Sasaki, Sydney Review

Sasaki may be small, but it’s big on celebrating the traditions, culinary and otherwise of chef Yu Sasaki’s Japanese home.

By Pat Nourse
Chef-owner Yu Sasaki and head chef Kensuke Yada.
Rare is the restaurant where you'll find the toilet paper folded to a point like you're in a hotel. But then there's lots about Sasaki that's not quite usual. There's its size (or lack thereof), its air of hushed; reverence, the fractal obscurity of its inner-inner-city address. And there's an obsession with detail that's striking. Not every detail gets the attention it deserves, but when it works it's really something.
The texture of crab custard, for instance, has the poise of a haiku. Steamed in a tea bowl - the bowl is called a chawan, and this dish is known as a chawanmushi in Japan - it's a silken thing, and the sensation of slipping a hand-finished spoon through its surface may well tingle your spine.
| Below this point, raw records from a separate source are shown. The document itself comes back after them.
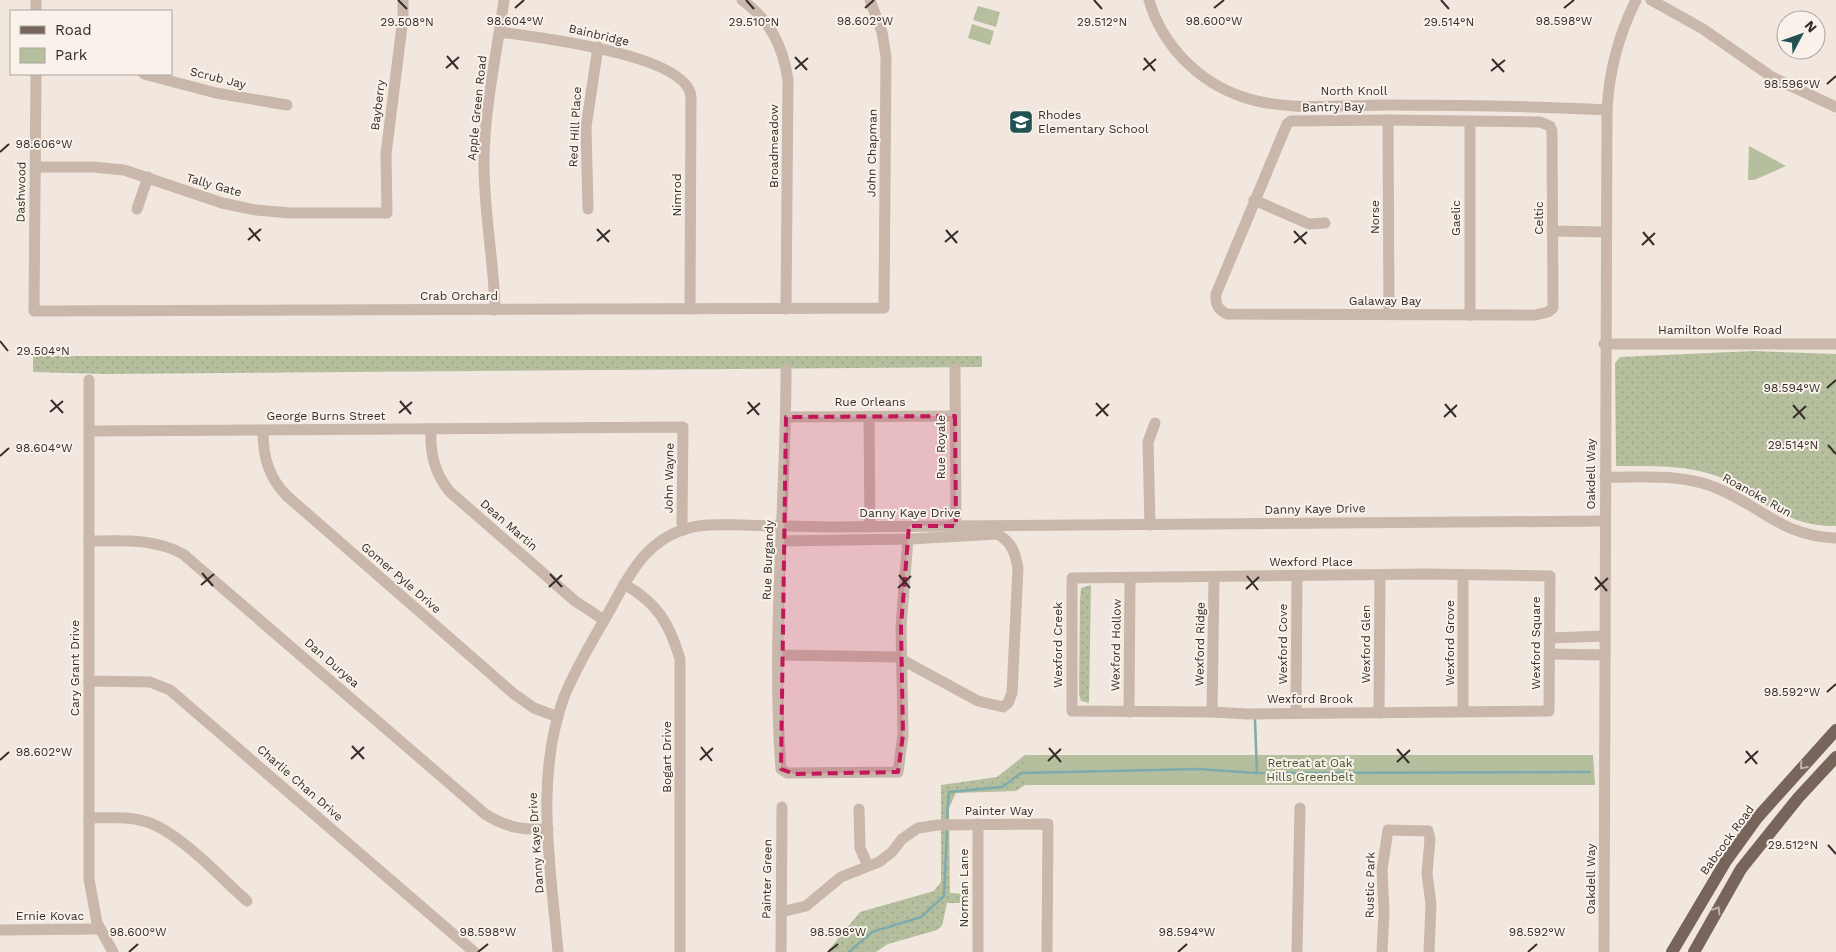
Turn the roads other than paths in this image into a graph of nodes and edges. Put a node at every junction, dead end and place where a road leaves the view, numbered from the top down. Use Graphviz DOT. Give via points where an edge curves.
graph roads {
  1 [pos="403,0"];
  2 [pos="504,0"];
  3 [pos="742,0"];
  4 [pos="870,0"];
  5 [pos="1149,0"];
  6 [pos="1636,0"];
  7 [pos="1651,0"];
  8 [pos="500,32"];
  9 [pos="598,47"];
  10 [pos="36,75"];
  11 [pos="148,75"];
  12 [pos="686,83"];
  13 [pos="286,105"];
  14 [pos="1836,107"];
  15 [pos="1607,110"];
  16 [pos="1388,120"];
  17 [pos="1470,121"];
  18 [pos="1550,126"];
  19 [pos="36,167"];
  20 [pos="148,177"];
  21 [pos="1254,200"];
  22 [pos="137,209"];
  23 [pos="588,209"];
  24 [pos="387,213"];
  25 [pos="1325,223"];
  26 [pos="1552,231"];
  27 [pos="1605,232"];
  28 [pos="884,308"];
  29 [pos="690,309"];
  30 [pos="786,309"];
  31 [pos="1218,309"];
  32 [pos="34,310"];
  33 [pos="495,310"];
  34 [pos="1551,310"];
  35 [pos="1389,314"];
  36 [pos="1470,315"];
  37 [pos="1604,344"];
  38 [pos="1836,344"];
  39 [pos="955,369"];
  40 [pos="786,370"];
  41 [pos="89,380"];
  42 [pos="869,416"];
  43 [pos="955,416"];
  44 [pos="786,417"];
  45 [pos="1155,422"];
  46 [pos="683,428"];
  47 [pos="431,429"];
  48 [pos="263,430"];
  49 [pos="89,431"];
  50 [pos="1605,477"];
  51 [pos="1605,521"];
  52 [pos="1150,525"];
  53 [pos="783,526"];
  54 [pos="907,526"];
  55 [pos="956,526"];
  56 [pos="870,527"];
  57 [pos="684,530"];
  58 [pos="1836,538"];
  59 [pos="908,539"];
  60 [pos="89,541"];
  61 [pos="781,541"];
  62 [pos="1380,575"];
  63 [pos="1297,576"];
  64 [pos="1463,576"];
  65 [pos="1550,576"];
  66 [pos="1214,577"];
  67 [pos="1072,578"];
  68 [pos="1130,578"];
  69 [pos="624,584"];
  70 [pos="604,620"];
  71 [pos="1604,636"];
  72 [pos="1572,637"];
  73 [pos="1550,638"];
  74 [pos="1550,654"];
  75 [pos="779,655"];
  76 [pos="1572,655"];
  77 [pos="1604,655"];
  78 [pos="902,659"];
  79 [pos="89,681"];
  80 [pos="1463,711"];
  81 [pos="1549,711"];
  82 [pos="1072,712"];
  83 [pos="1129,712"];
  84 [pos="1212,712"];
  85 [pos="1296,712"];
  86 [pos="1379,713"];
  87 [pos="558,716"];
  88 [pos="1836,730"];
  89 [pos="1836,757"];
  90 [pos="782,807"];
  91 [pos="1300,808"];
  92 [pos="859,809"];
  93 [pos="89,818"];
  94 [pos="978,824"];
  95 [pos="548,829"];
  96 [pos="868,866"];
  97 [pos="246,901"];
  98 [pos="780,912"];
  99 [pos="100,929"];
  100 [pos="0,930"];
  101 [pos="113,952"];
  102 [pos="474,952"];
  103 [pos="558,952"];
  104 [pos="680,952"];
  105 [pos="781,952"];
  106 [pos="978,952"];
  107 [pos="1047,952"];
  108 [pos="1297,952"];
  109 [pos="1382,952"];
  110 [pos="1429,952"];
  111 [pos="1604,952"];
  112 [pos="1672,952"];
  113 [pos="1694,952"];
  1 -- 24 [label="street, Bayberry" via="386,154"];
  2 -- 8 [label="street, Apple Green Road"];
  3 -- 30 [label="street, Broadmeadow" via="758,12 771,29 781,47 788,80"];
  4 -- 28 [label="street, John Chapman" via="882,32 886,57"];
  5 -- 15 [label="street, North Knoll" via="1170,43 1204,78 1229,92 1262,102"];
  6 -- 15 [label="street, Oakdell Way" via="1618,46"];
  7 -- 14 [label="street" via="1703,29 1772,77"];
  8 -- 9 [label="street, Bainbridge"];
  8 -- 33 [label="street, Apple Green Road" via="484,157"];
  9 -- 12 [label="street, Bainbridge" via="654,65"];
  9 -- 23 [label="street, Red Hill Place" via="586,127"];
  10 -- 19 [label="street, Dashwood"];
  11 -- 13 [label="street, Scrub Jay" via="216,93"];
  12 -- 29 [label="street, Nimrod" via="691,97"];
  15 -- 27 [label="street, Oakdell Way"];
  16 -- 17 [label="street, Bantry Bay"];
  16 -- 21 [label="street, Bantry Bay" via="1291,121 1285,127"];
  16 -- 35 [label="street, Norse"];
  17 -- 18 [label="street, Bantry Bay" via="1540,122"];
  17 -- 36 [label="street, Gaelic"];
  18 -- 26 [label="street, Celtic"];
  19 -- 20 [label="street, Tally Gate" via="108,168"];
  19 -- 32 [label="street, Dashwood"];
  20 -- 22 [label="street"];
  20 -- 24 [label="street, Tally Gate" via="213,201 256,210"];
  21 -- 25 [label="street" via="1309,224"];
  21 -- 31 [label="street, Bantry Bay" via="1216,294"];
  26 -- 27 [label="street"];
  26 -- 34 [label="street, Celtic"];
  27 -- 37 [label="street, Oakdell Way"];
  28 -- 30 [label="street, Crab Orchard"];
  29 -- 30 [label="street, Crab Orchard"];
  29 -- 33 [label="street, Crab Orchard"];
  31 -- 35 [label="street, Galaway Bay" via="1227,314"];
  32 -- 33 [label="street, Crab Orchard"];
  34 -- 36 [label="street, Galaway Bay" via="1535,315"];
  35 -- 36 [label="street, Galaway Bay"];
  37 -- 38 [label="street, Hamilton Wolfe Road"];
  37 -- 50 [label="street, Oakdell Way"];
  39 -- 43 [label="street, Rue Royale"];
  40 -- 44 [label="street, Rue Burgandy"];
  41 -- 49 [label="street, Cary Grant Drive"];
  42 -- 43 [label="street, Rue Orleans"];
  42 -- 44 [label="street, Rue Orleans"];
  42 -- 56 [label="street"];
  43 -- 55 [label="street, Rue Royale"];
  44 -- 53 [label="street, Rue Burgandy"];
  45 -- 52 [label="street" via="1148,442"];
  46 -- 47 [label="street, George Burns Street"];
  46 -- 57 [label="street, John Wayne"];
  47 -- 48 [label="street, George Burns Street"];
  47 -- 70 [label="street, Dean Martin" via="432,460 450,492 575,601"];
  48 -- 49 [label="street, George Burns Street"];
  48 -- 87 [label="street, Gomer Pyle Drive" via="269,472 287,496 514,694 534,708"];
  49 -- 60 [label="street, Cary Grant Drive"];
  50 -- 51 [label="street, Oakdell Way"];
  50 -- 58 [label="street, Roanoke Run" via="1694,481 1727,492 1783,526"];
  51 -- 52 [label="street, Danny Kaye Drive"];
  51 -- 71 [label="street, Oakdell Way"];
  52 -- 55 [label="street, Danny Kaye Drive"];
  53 -- 56 [label="street, Danny Kaye Drive"];
  53 -- 57 [label="street, Danny Kaye Drive" via="718,525"];
  53 -- 61 [label="street, Rue Burgandy"];
  54 -- 55 [label="street, Danny Kaye Drive"];
  54 -- 56 [label="street, Danny Kaye Drive"];
  54 -- 59 [label="street"];
  57 -- 69 [label="street, Danny Kaye Drive" via="649,550 635,564"];
  59 -- 61 [label="street"];
  59 -- 78 [label="street" via="901,626"];
  59 -- 78 [label="street" via="997,534 1006,538 1014,549 1018,568 1012,693 1003,707 978,701"];
  60 -- 79 [label="street, Cary Grant Drive"];
  60 -- 95 [label="street, Dan Duryea" via="160,543 183,554 485,814 515,828"];
  61 -- 75 [label="street, Rue Burgandy"];
  62 -- 63 [label="street, Wexford Place"];
  62 -- 64 [label="street, Wexford Place"];
  62 -- 86 [label="street, Wexford Glen"];
  63 -- 66 [label="street, Wexford Place"];
  63 -- 85 [label="street, Wexford Cove"];
  64 -- 65 [label="street, Wexford Place"];
  64 -- 80 [label="street, Wexford Grove"];
  65 -- 73 [label="street, Wexford Square"];
  66 -- 68 [label="street, Wexford Place"];
  66 -- 84 [label="street, Wexford Ridge"];
  67 -- 68 [label="street, Wexford Place"];
  67 -- 82 [label="street, Wexford Creek"];
  68 -- 83 [label="street, Wexford Hollow"];
  69 -- 70 [label="street, Danny Kaye Drive"];
  69 -- 104 [label="street, Bogart Drive" via="655,607 670,630 680,659"];
  70 -- 87 [label="street, Danny Kaye Drive" via="576,671"];
  71 -- 72 [label="street"];
  71 -- 77 [label="street, Oakdell Way"];
  72 -- 73 [label="street"];
  72 -- 76 [label="street"];
  73 -- 74 [label="street, Wexford Square"];
  74 -- 76 [label="street"];
  74 -- 81 [label="street, Wexford Square"];
  75 -- 78 [label="street"];
  75 -- 78 [label="street, Rue Burgandy" via="781,769 787,773 898,772 903,735"];
  76 -- 77 [label="street"];
  77 -- 111 [label="street, Oakdell Way"];
  79 -- 93 [label="street, Cary Grant Drive"];
  79 -- 102 [label="street, Charlie Chan Drive" via="150,682 176,694"];
  80 -- 81 [label="street, Wexford Brook"];
  80 -- 86 [label="street, Wexford Brook"];
  82 -- 83 [label="street, Wexford Brook"];
  83 -- 84 [label="street, Wexford Brook"];
  84 -- 85 [label="street, Wexford Brook"];
  85 -- 86 [label="street, Wexford Brook"];
  87 -- 95 [label="street, Danny Kaye Drive" via="546,784"];
  88 -- 112 [label="main road, Babcock Road, one-way" via="1757,818 1726,861"];
  113 -- 89 [label="main road, one-way" via="1741,869"];
  90 -- 98 [label="street, Painter Green"];
  91 -- 108 [label="street"];
  92 -- 96 [label="street" via="860,848"];
  93 -- 97 [label="street" via="128,818 161,827"];
  93 -- 99 [label="street, Cary Grant Drive" via="90,894"];
  94 -- 96 [label="street, Painter Way" via="918,828 902,838 895,855"];
  94 -- 106 [label="street, Norman Lane"];
  94 -- 107 [label="street, Painter Way" via="1048,824"];
  95 -- 103 [label="street, Danny Kaye Drive"];
  96 -- 98 [label="street, Painter Way" via="841,877 806,906"];
  98 -- 105 [label="street, Painter Green"];
  99 -- 100 [label="street, Ernie Kovac"];
  99 -- 101 [label="street, Cary Grant Drive"];
  109 -- 110 [label="street, Rustic Park" via="1382,870 1388,830 1428,832"];
}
The custard is made with a stock flavoured with what a waitress endearingly refers to as crab bones. There's a scattering of swimmer-crab meat on top, and that's it. Were the crab meat in pristine condition it'd be near perfect as it is, its economy of gesture is captivating.
Chawanmushi.
If you're seated at the bar, which is low, elegantly lit and fashioned from pale, thick planks of Tasmanian oak, the dining room at Sasaki is exquisite, a jewel-box of a thing, the placement of each bowl and candle as considered as the fall of syllables in a stanza. Seated at the pair of tables by the rollerdoor that opens onto Nithsdale Lane, meanwhile, you might be well placed to consider the fall of the leaves from the ginkgo trees as the season changes. Or the aesthetic contrast between the trees and the razor-wire topping the parking lot behind the Australian Federal Police building. But mostly you'll be thinking about how the 20 inches of noren curtain hanging from the door does nothing to keep out the night air.
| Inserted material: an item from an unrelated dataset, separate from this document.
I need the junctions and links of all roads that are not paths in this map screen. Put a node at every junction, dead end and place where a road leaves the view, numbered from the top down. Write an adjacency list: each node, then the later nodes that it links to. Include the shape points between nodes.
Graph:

If you feel the cold or can't find comfort sitting at low, uncushioned timber stools on a pebblecrete floor, your appreciation of the finer points of the design at Sasaki may be blunted. Or perhaps you'll find the setting heightens your gratitude at receiving a bowl of truly superb miso soup. Rather than the usual lacquerware or plastic, it's served in a beautifully glazed ceramic bowl. Lift the lid and you'll find a broth of unusual depth garnished with little hunks of konnyaku (a jelly made from a relative of taro), creamy curds of tofu, and puffs of fried bean curd. Sublime.
Sasaki on Nithsdale Lane.
It's these elements of sublime that sustain the diner through Sasaki's longueurs and missteps. Pickles can be so lightly pickled in some instances that the hapless diner might be maddened by thinking they're missing something. But no. Those shreds of cabbage and that bit of cherry blossom are nicely pickled, but the carrots don't seem subtle so much as underseasoned. The rice served at the end of the meal - typically a highlight of the very best restaurants in Japan - is clumpy where you might hope for perfect definition of the grains. But a side of silverbeet mixed with ground sesame is a picture of deft execution.
Slivers of persimmon and a sprinkling of walnuts make a crunchy mixture of finely chopped cabbage and carrot so much more than a slaw. Likewise, orange zest folded through shavings of fennel lifts a plate of lightly cured slices of bonito with orange ponzu beyond the status of insert-raw-fish-dish-here.
Pork, salt and daikon.
Printing the placemats with a lengthy spiel on the importance of appreciating the value of everyday objects in our fast-paced lives ("for example, this placemat is made from washi paper crafted in the San'in prefecture of Japan") breaks exciting new ground in the field of precious chef philosophising. Is it just me or does it seem a bit un-Zen to be so explicit about this stuff?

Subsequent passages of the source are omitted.